Die Variante ohne Helferkarten ist in der Anleitung genau beschrieben: Statt der Karten liegen von Anfang an zwei Türkärtchen auf bestimmten Feldern. Das ist kein Notbehelf, sondern eine ausgearbeitete zweite Fassung — und für ein Kind, das noch nicht liest, die eigentliche Einstiegsvariante.
Der Altersfenster-Prüfer
Zwei Zahlen je Schachtel, fünf Schachteln, und das eigene Kind dazwischen: Das lässt sich im Kopf machen, aber selten im Laden. Deshalb steht es hier zum Anklicken. Ausgegeben wird nicht ein Urteil, sondern der Wortlaut beider Angaben — die Zuordnung ist die Arbeit, die Sie sich sparen, nicht die Entscheidung.
Welche der beiden Zahlen ist erreicht?
Verlag: 6–9 Jahre
Warnhinweis: kein Wortlaut auf der Verlagsseite
Verlag: ab 5 Jahren
Warnhinweis: kein Wortlaut auf der Verlagsseite
Verlag: 6+
Warnhinweis: kein Wortlaut auf der Verlagsseite
Verlag: ab 6 Jahren
Warnhinweis: „Achtung! Nicht geeignet für Kinder unter 3 Jahren. Erstickungsgefahr durch Kleinteile.“
Verlag: 6–99 Jahre
Warnhinweis: kein Wortlaut auf der Verlagsseite
Wer 5 wählt, sieht den eigentlichen Punkt dieses Vergleichs: Vier Spiele melden „ein Jahr unter der Angabe des Verlags“ — aber nicht, weil ein Verfahren das ergeben hätte, sondern weil vier Häuser unabhängig voneinander eine Sechs hingeschrieben haben.
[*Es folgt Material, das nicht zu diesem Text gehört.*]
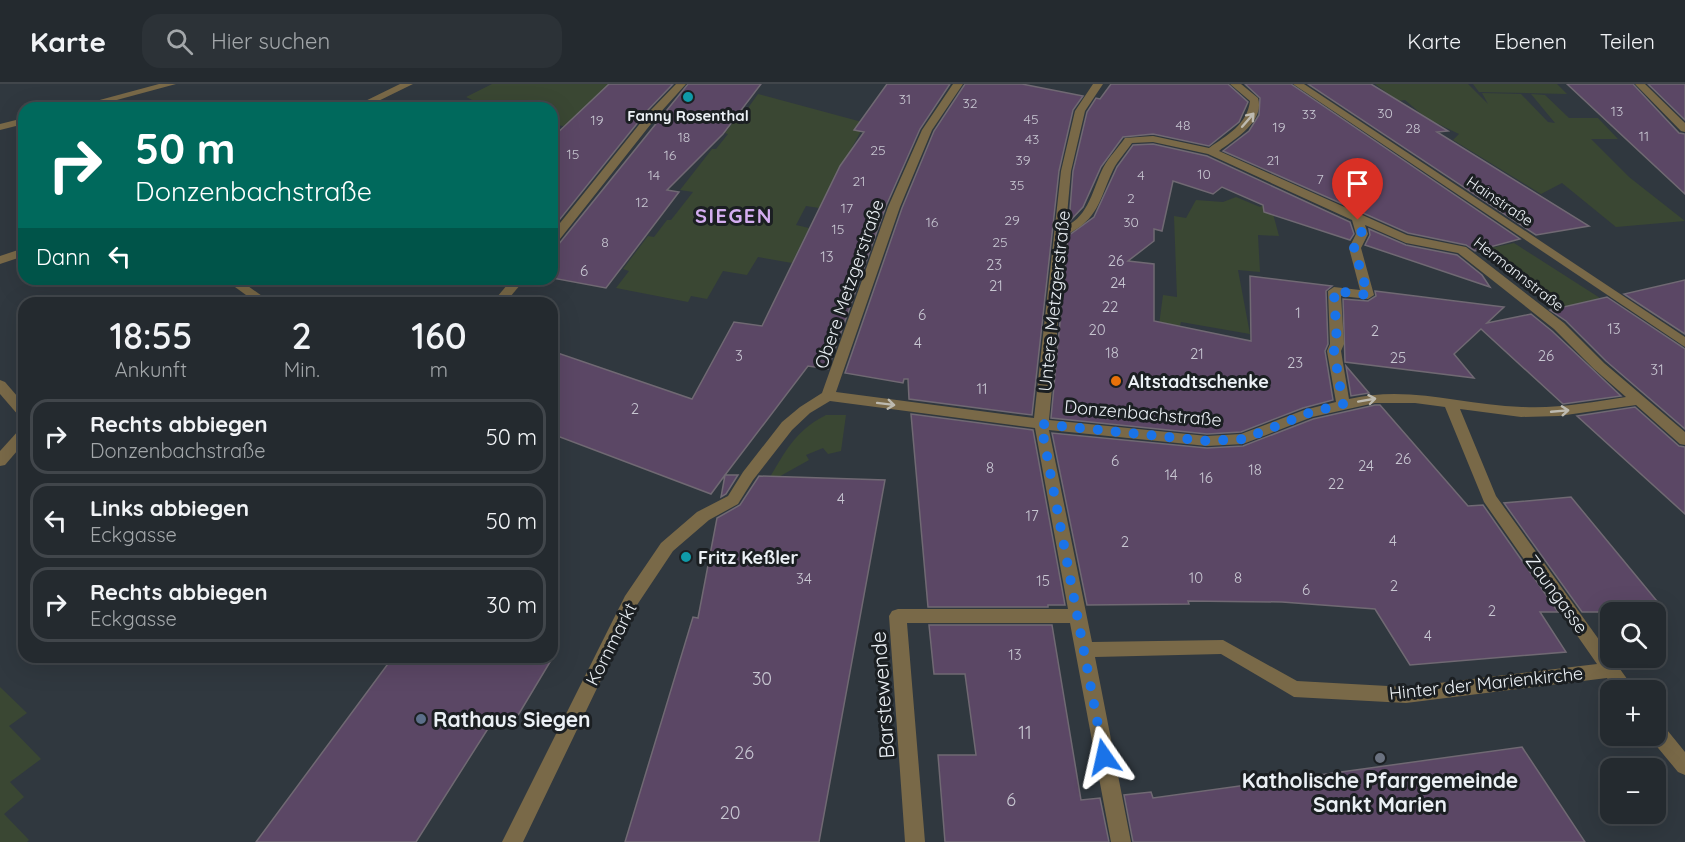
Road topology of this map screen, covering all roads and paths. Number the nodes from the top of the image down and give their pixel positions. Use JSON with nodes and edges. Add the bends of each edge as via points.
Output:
{"nodes":[{"id":1,"x":171,"y":84,"type":"edge"},
{"id":2,"x":408,"y":84,"type":"edge"},
{"id":3,"x":681,"y":84,"type":"edge"},
{"id":4,"x":958,"y":84,"type":"edge"},
{"id":5,"x":1098,"y":84,"type":"edge"},
{"id":6,"x":1235,"y":84,"type":"edge"},
{"id":7,"x":1298,"y":84,"type":"edge"},
{"id":8,"x":1640,"y":84,"type":"edge"},
{"id":9,"x":99,"y":102,"type":"edge"},
{"id":10,"x":369,"y":102,"type":"edge"},
{"id":11,"x":18,"y":122,"type":"edge"},
{"id":12,"x":0,"y":127,"type":"edge"},
{"id":13,"x":1685,"y":129,"type":"edge"},
{"id":14,"x":1211,"y":152,"type":"junction"},
{"id":15,"x":1358,"y":220,"type":"junction"},
{"id":16,"x":558,"y":233,"type":"edge"},
{"id":17,"x":1061,"y":233,"type":"junction"},
{"id":18,"x":18,"y":254,"type":"edge"},
{"id":19,"x":0,"y":260,"type":"edge"},
{"id":20,"x":239,"y":285,"type":"edge"},
{"id":21,"x":514,"y":285,"type":"edge"},
{"id":22,"x":257,"y":297,"type":"edge"},
{"id":23,"x":503,"y":297,"type":"edge"},
{"id":24,"x":1685,"y":343,"type":"edge"},
{"id":25,"x":0,"y":385,"type":"edge"},
{"id":26,"x":828,"y":396,"type":"junction"},
{"id":27,"x":1639,"y":400,"type":"junction"},
{"id":28,"x":1451,"y":403,"type":"junction"},
{"id":29,"x":1343,"y":404,"type":"junction"},
{"id":30,"x":18,"y":406,"type":"edge"},
{"id":31,"x":1041,"y":424,"type":"junction"},
{"id":32,"x":1685,"y":440,"type":"edge"},
{"id":33,"x":18,"y":441,"type":"edge"},
{"id":34,"x":0,"y":462,"type":"edge"},
{"id":35,"x":748,"y":476,"type":"joint"},
{"id":36,"x":1078,"y":616,"type":"junction"},
{"id":37,"x":1084,"y":650,"type":"junction"},
{"id":38,"x":1612,"y":670,"type":"junction"},
{"id":39,"x":1619,"y":680,"type":"edge"},
{"id":40,"x":1666,"y":743,"type":"edge"},
{"id":41,"x":1685,"y":766,"type":"edge"},
{"id":42,"x":512,"y":842,"type":"edge"},
{"id":43,"x":915,"y":842,"type":"edge"},
{"id":44,"x":1120,"y":842,"type":"edge"}],
"edges":[{"from":1,"to":9,"type":"street"},
{"from":2,"to":10,"type":"street"},
{"from":3,"to":16,"type":"street"},
{"from":4,"to":26,"type":"street","name":"Obere Metzgerstraße","via":[[927,130],[898,198]]},
{"from":5,"to":17,"type":"street","name":"Untere Metzgerstraße","via":[[1080,111],[1066,171]]},
{"from":14,"to":6,"type":"street","one_way":true,"via":[[1250,121],[1256,111],[1255,100]]},
{"from":7,"to":24,"type":"street","name":"Hainstraße"},
{"from":8,"to":13,"type":"street"},
{"from":11,"to":12,"type":"street"},
{"from":14,"to":15,"type":"street","name":"Hermannstraße"},
{"from":14,"to":17,"type":"street","name":"Hermannstraße","via":[[1153,139],[1129,141],[1109,166],[1092,207],[1078,225]]},
{"from":15,"to":27,"type":"street","name":"Hermannstraße","via":[[1418,244],[1462,250],[1558,326]]},
{"from":15,"to":29,"type":"street","via":[[1362,234],[1354,248],[1368,295],[1334,291],[1334,351]]},
{"from":17,"to":31,"type":"street","name":"Untere Metzgerstraße"},
{"from":18,"to":19,"type":"street"},
{"from":20,"to":22,"type":"street"},
{"from":21,"to":23,"type":"street"},
{"from":25,"to":30,"type":"street"},
{"from":26,"to":31,"type":"street","name":"Donzenbachstraße","one_way":true},
{"from":26,"to":35,"type":"street","name":"Obere Metzgerstraße","via":[[788,426]]},
{"from":28,"to":27,"type":"street","name":"Donzenbachstraße","one_way":true,"via":[[1521,412]]},
{"from":27,"to":32,"type":"street"},
{"from":29,"to":28,"type":"street","name":"Donzenbachstraße","one_way":true,"via":[[1375,398]]},
{"from":28,"to":38,"type":"street","name":"Zaungasse","via":[[1489,498]]},
{"from":29,"to":31,"type":"street","name":"Donzenbachstraße","via":[[1244,439],[1207,441]]},
{"from":31,"to":36,"type":"street","name":"Untere Metzgerstraße"},
{"from":33,"to":34,"type":"street"},
{"from":35,"to":42,"type":"street","name":"Kornmarkt","via":[[733,500],[703,516],[667,547],[631,601]]},
{"from":36,"to":37,"type":"street","name":"Untere Metzgerstraße"},
{"from":36,"to":43,"type":"street","name":"Barstewende","via":[[898,616]]},
{"from":37,"to":38,"type":"street","name":"Hinter der Marienkirche","via":[[1223,646],[1294,689],[1406,695]]},
{"from":37,"to":44,"type":"street","name":"Untere Metzgerstraße"},
{"from":38,"to":39,"type":"street","name":"Zaungasse"},
{"from":40,"to":41,"type":"street"}]}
Der Prüfer beantwortet bewusst nicht die Frage, ob ein Spiel passt. Er zeigt, wie weit das Alter des Kindes von der Zahl entfernt liegt, die ein Verlag hingeschrieben hat — und er zeigt daneben, was die einzige geprüfte Grenze auf dieser Achse dazu sagt. Aus beidem eine Entscheidung zu machen, bleibt Ihre Aufgabe, und das ist keine Ausrede: Die Angaben geben eine Entscheidung nicht her.
Wer 3 oder 4 wählt, bekommt bei allen fünf Spielen dieselbe Meldung zur gesetzlichen Grenze. Das ist kein Fehler des Werkzeugs, sondern der Befund: Unterhalb von drei Jahren endet die Frage nach dem passenden Spiel und beginnt eine Sicherheitsfrage, die nichts mit Spielspaß zu tun hat.
Muss das Kind lesen können?
Von den acht Angaben in der Tabelle ist diese die am schnellsten zu prüfende und die am seltensten genannte. Trägt das Material Text, oder trägt es Symbole?
Nachzulesen ist das in der Anleitung, in der Materialliste. Bei CATAN Junior heißt es dort: „1 zweiseitiger Spielplan, 1 Würfel, 28 Piratenlager, 28 Schiffe, 1 Figur, 16 Coco-Karten, 90 Plättchen ‚Dies und Das‘, 4 Spieler-Tafeln“. Karten sind dabei, aber ihre Wirkung ist als Bild aufgedruckt. Bei Spinderella: drei Würfel, Ameisen, Spinnen, ein Rindenstück — kein Blatt Papier mit Buchstaben.
Bei „Nicht zu fassen!“ steht in der Liste dagegen „9 Helferkarten“, und die Anleitung widmet ihnen einen eigenen Abschnitt mit der Überschrift „Das bewirken die Helferkarten“. Darunter stehen neun Sätze, und jeder dieser Sätze steht auf einer Karte.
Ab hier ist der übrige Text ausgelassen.